If the usefulness of such a commission is doubted because it might lack power to enforce its decisions, much encouragement is derived from the conceded good that has been accomplished by the railroad commissions which have been organized in many of the States, which, having little more than advisory power, have exerted a most salutary influence in the settlement of disputes between conflicting interests.

In July, 1884, by a law of Congress, a Bureau of Labor was established and placed in charge of a Commissioner of Labor, who is required to "collect information upon the subject of labor, its relations to capital, the hours of labor and the earnings of laboring men and women, and the means of promoting their material, social, intellectual, and moral prosperity."

The commission which I suggest could easily be ingrafted upon the bureau thus already organized by the addition of two more commissioners and by supplementing the duties now imposed upon it by such other powers and functions as would permit the commissioners to act as arbitrators when necessary between labor and capital, under such limitations and upon such occasions as should be deemed proper and useful.

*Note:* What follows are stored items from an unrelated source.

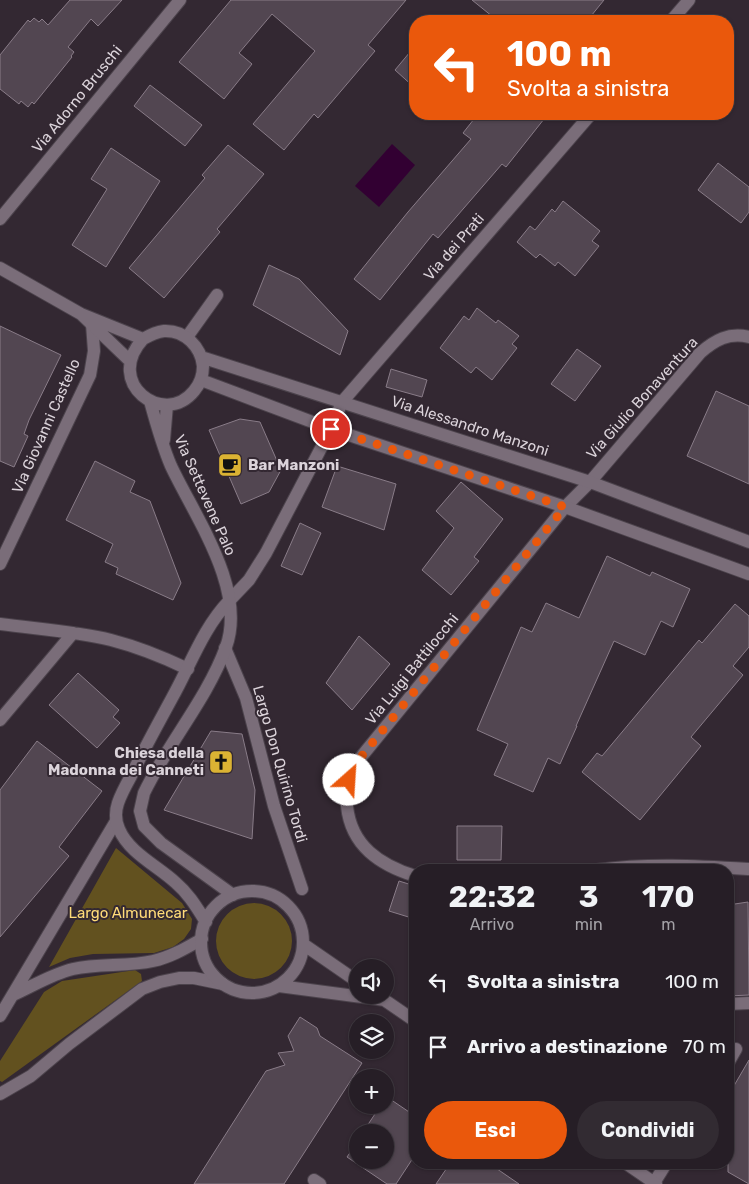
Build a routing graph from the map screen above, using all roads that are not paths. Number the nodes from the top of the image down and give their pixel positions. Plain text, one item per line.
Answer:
1 (180, 0) edge
2 (690, 0) edge
3 (676, 15) edge
4 (586, 120) edge
5 (0, 219) edge
6 (0, 268) edge
7 (217, 294) dead end
8 (81, 314) junction
9 (92, 324) junction
10 (187, 337) junction
11 (749, 337) edge
12 (143, 339) junction
13 (202, 357) junction
14 (130, 361) junction
15 (201, 380) junction
16 (150, 401) junction
17 (342, 402) junction
18 (167, 405) junction
19 (331, 429) junction
20 (164, 448) junction
21 (590, 482) junction
22 (565, 507) junction
23 (749, 542) edge
24 (0, 564) edge
25 (749, 574) edge
26 (229, 601) junction
27 (0, 624) edge
28 (73, 633) junction
29 (225, 648) junction
30 (188, 669) junction
31 (0, 720) edge
32 (116, 821) junction
33 (734, 868) edge
34 (749, 869) edge
35 (409, 874) edge
36 (302, 889) dead end
37 (233, 895) junction
38 (206, 922) junction
39 (202, 939) junction
40 (303, 944) junction
41 (349, 976) edge
42 (223, 984) junction
43 (278, 986) junction
44 (349, 994) edge
45 (13, 996) junction
46 (749, 1003) edge
47 (390, 1004) edge
48 (734, 1004) edge
49 (0, 1016) edge
50 (409, 1017) edge
51 (736, 1049) dead end
52 (734, 1052) edge
53 (0, 1094) edge
54 (634, 1169) edge
55 (663, 1169) edge
56 (655, 1183) edge

1 - 5 street, Via Adorno Bruschi
2 - 3 street
4 - 17 street, Via dei Prati
6 - 8 street
7 - 10 street
8 - 9 street
8 - 12 street
9 - 14 street
9 - 24 street, Via Giovanni Castello
10 - 12 street
10 - 13 street
11 - 21 street, Via Giulio Bonaventura
12 - 14 street
13 - 15 street
13 - 17 street, Via Alessandro Manzoni
14 - 16 street, Via Settevene Palo
15 - 18 street
15 - 19 street
16 - 18 street
16 - 20 street, Via Settevene Palo
17 - 19 street, Via dei Prati
17 - 21 street, Via Alessandro Manzoni
18 - 20 street
19 - 22 street
19 - 26 street, Via dei Prati
20 - 26 street, Via Settevene Palo
21 - 22 street, Via Luigi Battilocchi
21 - 23 street, Via Alessandro Manzoni
22 - 25 street
22 - 35 street, Via Luigi Battilocchi
26 - 29 street, Via Settevene Palo
26 - 30 street
27 - 28 street
28 - 30 street
28 - 31 street
29 - 36 street, Largo Don Quirino Tordi
29 - 37 street, Via Settevene Palo
30 - 32 street
32 - 38 street
32 - 45 street
33 - 34 street
37 - 38 street
37 - 40 street
38 - 39 street
39 - 42 street
39 - 45 street
40 - 41 street
40 - 43 street
42 - 43 street
42 - 53 street
43 - 44 street
45 - 49 street
46 - 48 street
47 - 50 street
51 - 52 street
54 - 56 street
55 - 56 street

Power should also be distinctly conferred upon this bureau to investigate the causes of all disputes as they occur, whether submitted for arbitration or not, so that information may always be at hand to aid legislation on the subject when necessary and desirable.

GROVER CLEVELAND.

EXECUTIVE MANSION, _April 26, 1886_.

_To the House of Representatives_:

I transmit herewith a communication from the Secretary of State, accompanied by a report of Mr. Somerville P. Tuck, appointed to carry out certain provisions of section 5 of an act entitled "An act to provide for the ascertainment of claims of American citizens for spoliations committed by the French prior to the 31st day of July, 1801," approved January 20, 1885.

GROVER CLEVELAND.

[The same message was sent to the Senate.]

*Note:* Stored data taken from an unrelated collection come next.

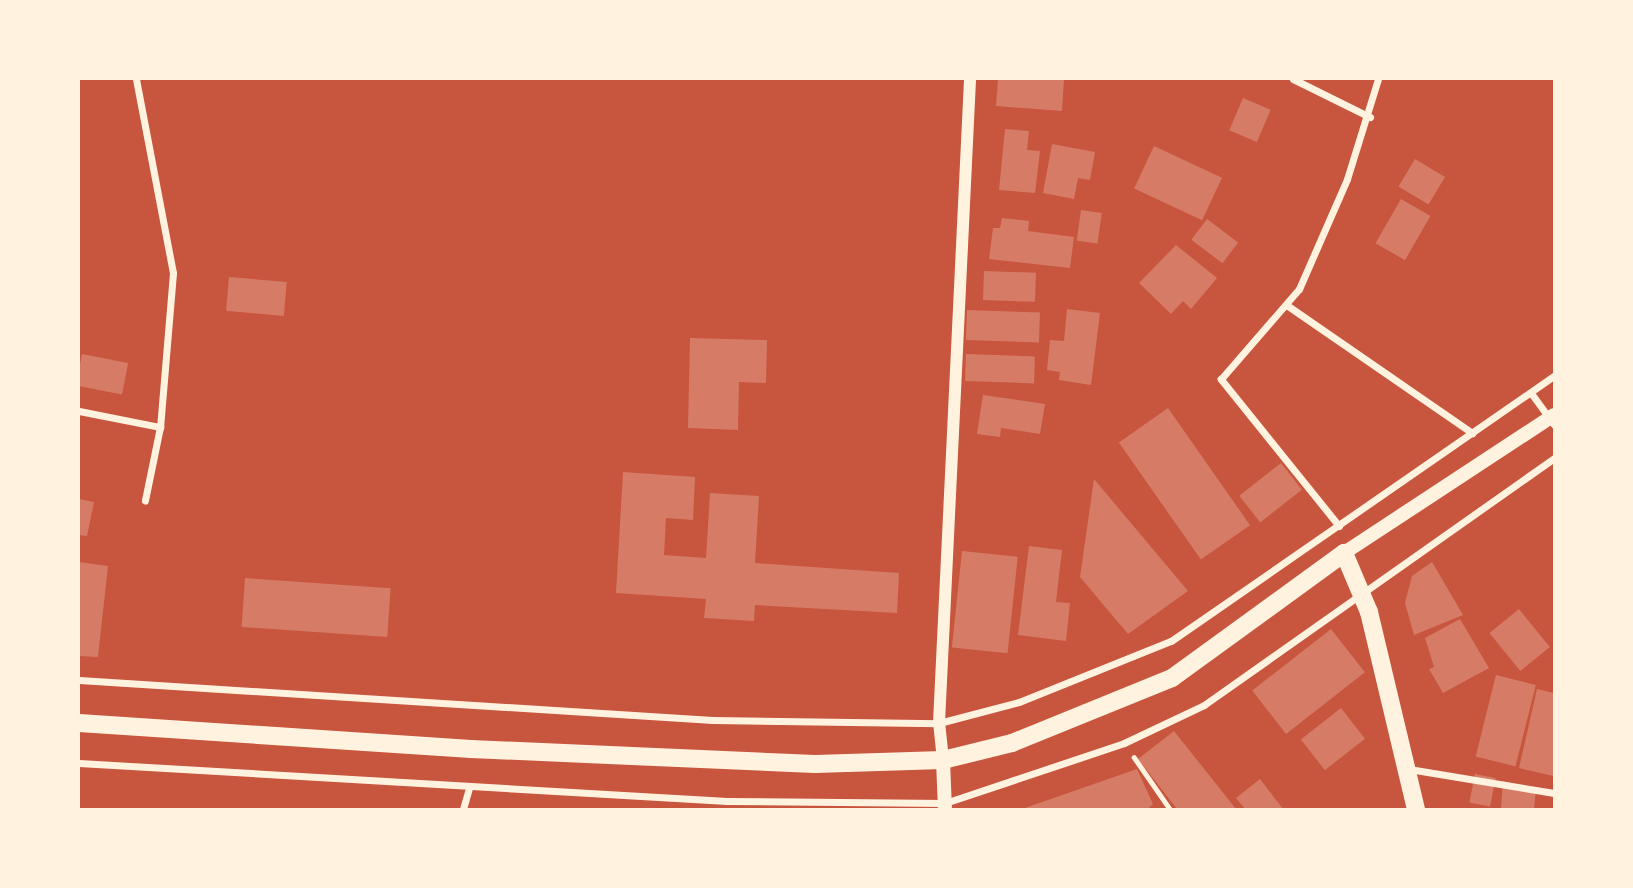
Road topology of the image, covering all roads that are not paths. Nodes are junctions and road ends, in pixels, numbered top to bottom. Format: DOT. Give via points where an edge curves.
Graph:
graph roads {
  1 [pos="136,79"];
  2 [pos="970,79"];
  3 [pos="1293,79"];
  4 [pos="1378,79"];
  5 [pos="1370,117"];
  6 [pos="1288,306"];
  7 [pos="1554,376"];
  8 [pos="1531,393"];
  9 [pos="79,411"];
  10 [pos="1553,419"];
  11 [pos="160,427"];
  12 [pos="1472,433"];
  13 [pos="1554,458"];
  14 [pos="145,500"];
  15 [pos="1339,526"];
  16 [pos="1343,553"];
  17 [pos="1362,589"];
  18 [pos="79,680"];
  19 [pos="79,723"];
  20 [pos="939,723"];
  21 [pos="943,760"];
  22 [pos="79,763"];
  23 [pos="1409,769"];
  24 [pos="469,788"];
  25 [pos="1554,793"];
  26 [pos="945,806"];
  27 [pos="463,809"];
  28 [pos="1416,809"];
  1 -- 11 [label="street" via="173,272"];
  2 -- 20 [label="street"];
  3 -- 5 [label="street"];
  4 -- 5 [label="street"];
  5 -- 6 [label="street"];
  6 -- 12 [label="street"];
  6 -- 15 [label="street" via="1226,371 1222,387"];
  7 -- 8 [label="street"];
  8 -- 10 [label="street"];
  8 -- 12 [label="street"];
  9 -- 11 [label="street"];
  10 -- 16 [label="main road"];
  11 -- 14 [label="street"];
  12 -- 15 [label="street"];
  13 -- 17 [label="street"];
  15 -- 20 [label="street" via="1171,641 1019,702"];
  16 -- 17 [label="main road"];
  16 -- 21 [label="main road" via="1172,678 1012,743"];
  17 -- 23 [label="main road"];
  17 -- 26 [label="street" via="1284,653 1204,705 1124,743"];
  18 -- 20 [label="street" via="713,720"];
  19 -- 21 [label="main road" via="471,749 815,764"];
  20 -- 21 [label="street"];
  21 -- 26 [label="main road"];
  22 -- 24 [label="street"];
  23 -- 25 [label="street"];
  23 -- 28 [label="main road"];
  24 -- 26 [label="street"];
  24 -- 27 [label="street"];
}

EXECUTIVE MANSION, _May 5, 1886_.

_To the Senate and House of Representatives_:

I transmit herewith a communication of 1st instant from the Secretary of the Interior, submitting a draft of a bill recommended by the Commissioner of Indian Affairs, providing for the payment of improvements made by settlers on the lands of the Mescalero Indian Reservation in the Territory of New Mexico.

The subject is presented for the consideration and action of Congress.

GROVER CLEVELAND.

EXECUTIVE MANSION, _May 11, 1886_.

_To the Senate and House of Representatives_:

I herewith transmit a report from the Secretary of State, dated the 6th instant, touching the claims of Benjamin Weil and La Abra Silver Mining Company against the Government of Mexico.

GROVER CLEVELAND.

EXECUTIVE MANSION, _May 11, 1886_.

_To the Senate and House of Representatives_:

By a joint resolution of Congress approved March 3, 1877, the President was authorized and directed to accept the colossal statue of "Liberty Enlightening the World" when presented by the citizens of the French Republic, and to designate and set apart for the erection thereof a suitable site upon either Governors or Bedloes Island, in the harbor of New York, and upon the completion thereof to cause the statue "to be inaugurated with such ceremonies as will serve to testify the gratitude of our people for this expressive and felicitous memorial of the sympathy of the citizens of our sister Republic."

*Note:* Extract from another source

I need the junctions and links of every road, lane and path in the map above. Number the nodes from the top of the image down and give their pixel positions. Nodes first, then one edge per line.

The President was further thereby "authorized to cause suitable regulations to be made for its future maintenance as a beacon and for the permanent care and preservation thereof as a monument of art and the continued good will of the great nation which aided us in our struggle for freedom."

Under the authority of this resolution, on the 4th day of July, 1884, the minister of the United States to the French Republic, by direction of the President of the United States, accepted the statue and received a deed of presentation from the Franco-American Union, which is now preserved in the archives of the Department of State.